PR #18230 changes loading.jl
in v0.4.7 (apparently a backport of PR #18150)
Do you think this might be cause of my issue?
https://github.com/JuliaLang/julia/pull/18230
I could not reproduce the issue. Tried on a linux cluster running julia 0.5.0 using workers on a different machine but with identical OS installed. Exact sequence of steps followed:
- Generate Julia package called TestModule. Put your code there:
module TestModule
export test
#test(x) = println(x)
using Formatting
test(x) = println(format(x, commas=true))
end
- Close and restart Julia.
- Add workers on a different machine by running
addprocs(["machineID1";"machineID2"])
- run:
using TestModule
test(1000) #Runs locally, as expected
remotecall_fetch(test, 3,1000) #where 3 is pid of worker on another machine
Everything ran without error. A bunch of my own code/code from other projects that I use in my work consists of modules that use other modules. That hasn’t caused any errors running on my research group’s linux cluster with julia 0.5.0. Based on the error you posted it looks like you’re running windows. Perhaps it’s a windows specific bug or an issue with Windows not playing well with whatever OS is running on your remote worker? Might be worth filing an issue on GitHub.
Thanks Patrick for taking the time to test this.
Yes I’m using Windows 7, so maybe its Windows specific.

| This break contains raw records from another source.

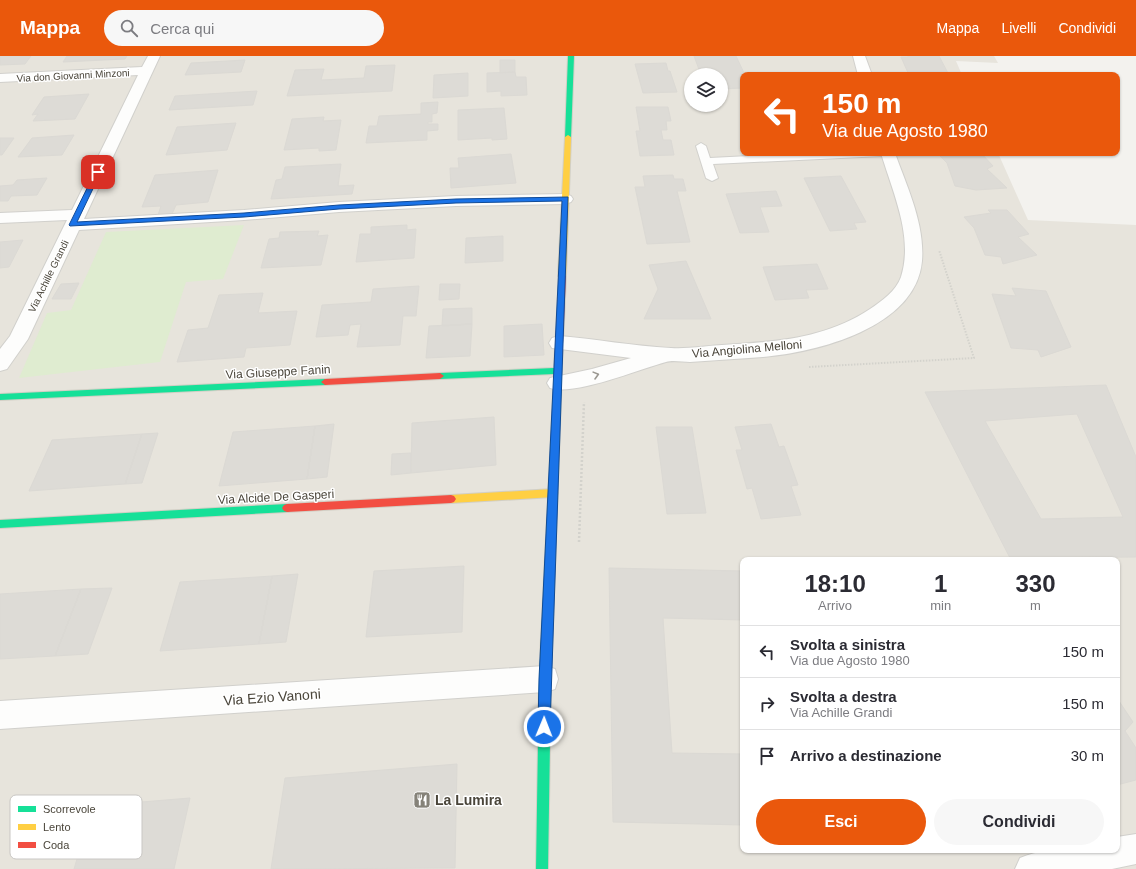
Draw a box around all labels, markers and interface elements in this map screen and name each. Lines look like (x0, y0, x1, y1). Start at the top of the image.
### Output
search box (104, 10, 384, 46)
text: Mappa (20, 17, 80, 38)
icon: search (118, 17, 140, 39)
text: Cerca qui (150, 20, 214, 37)
text: Mappa (937, 20, 979, 36)
text: Livelli (1001, 20, 1036, 36)
text: Condividi (1058, 20, 1116, 36)
street label: Via don Giovanni Minzoni (16, 67, 130, 84)
map controls (684, 68, 728, 112)
button: layers (684, 68, 728, 112)
icon: left (756, 88, 808, 140)
text: 150 m (822, 88, 901, 119)
text: Via due Agosto 1980 (822, 121, 988, 141)
pin (81, 155, 115, 189)
icon: arrive (87, 161, 109, 183)
street label: Via Achille Grandi (26, 238, 71, 314)
street label: Via Angiolina Melloni (691, 337, 803, 361)
street label: Via Giuseppe Fanin (225, 362, 331, 382)
one-way arrow (592, 372, 599, 380)
street label: Via Alcide De Gasperi (217, 487, 335, 507)
text: 18:10 (804, 570, 866, 597)
text: 1 (934, 570, 947, 597)
text: 330 (1016, 570, 1056, 597)
text: Arrivo (818, 598, 852, 613)
text: min (930, 598, 951, 613)
text: m (1030, 598, 1041, 613)
text: Svolta a sinistra (790, 636, 905, 653)
icon: left (756, 641, 778, 663)
text: 150 m (1062, 643, 1104, 660)
text: Via due Agosto 1980 (790, 653, 910, 668)
street label: Via Ezio Vanoni (223, 686, 321, 708)
text: Svolta a destra (790, 688, 897, 705)
icon: right (756, 693, 778, 715)
text: 150 m (1062, 695, 1104, 712)
text: Via Achille Grandi (790, 705, 892, 720)
position arrow (523, 706, 565, 748)
icon: arrive (756, 745, 778, 767)
text: Arrivo a destinazione (790, 747, 942, 764)
text: 30 m (1071, 747, 1104, 764)
restaurant icon: La Lumira (412, 790, 432, 810)
place label: La Lumira (435, 792, 502, 808)
legend (10, 795, 142, 859)
button: Esci (756, 799, 926, 845)
button: Condividi (934, 799, 1104, 845)
text: Scorrevole (43, 803, 96, 815)
text: Lento (43, 821, 71, 833)
text: Coda (43, 839, 70, 851)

Could I ask whether you have Compat
installed on the remote worker?
I’ll open an issue on GitHub.
Some more information (before I forget, and the reason for asking about whether you have Compat
installed).
If I have Compat
installed and precompiled on the remote worker then everything works. Interestingly:
- Compat needs to be precompiled (looks for
Compat.ji
)
- Seems to ignore location of package directory (reported by
Pkg.dir()
) on remote worker. I’m guessing it might be using same path as Pkg.dir()
on master process.
-
Formatting
package does not need to be installed on remote machine (only its dependency Compat
)
The julia install I tested on didn’t have Compat installed. I overlooked that.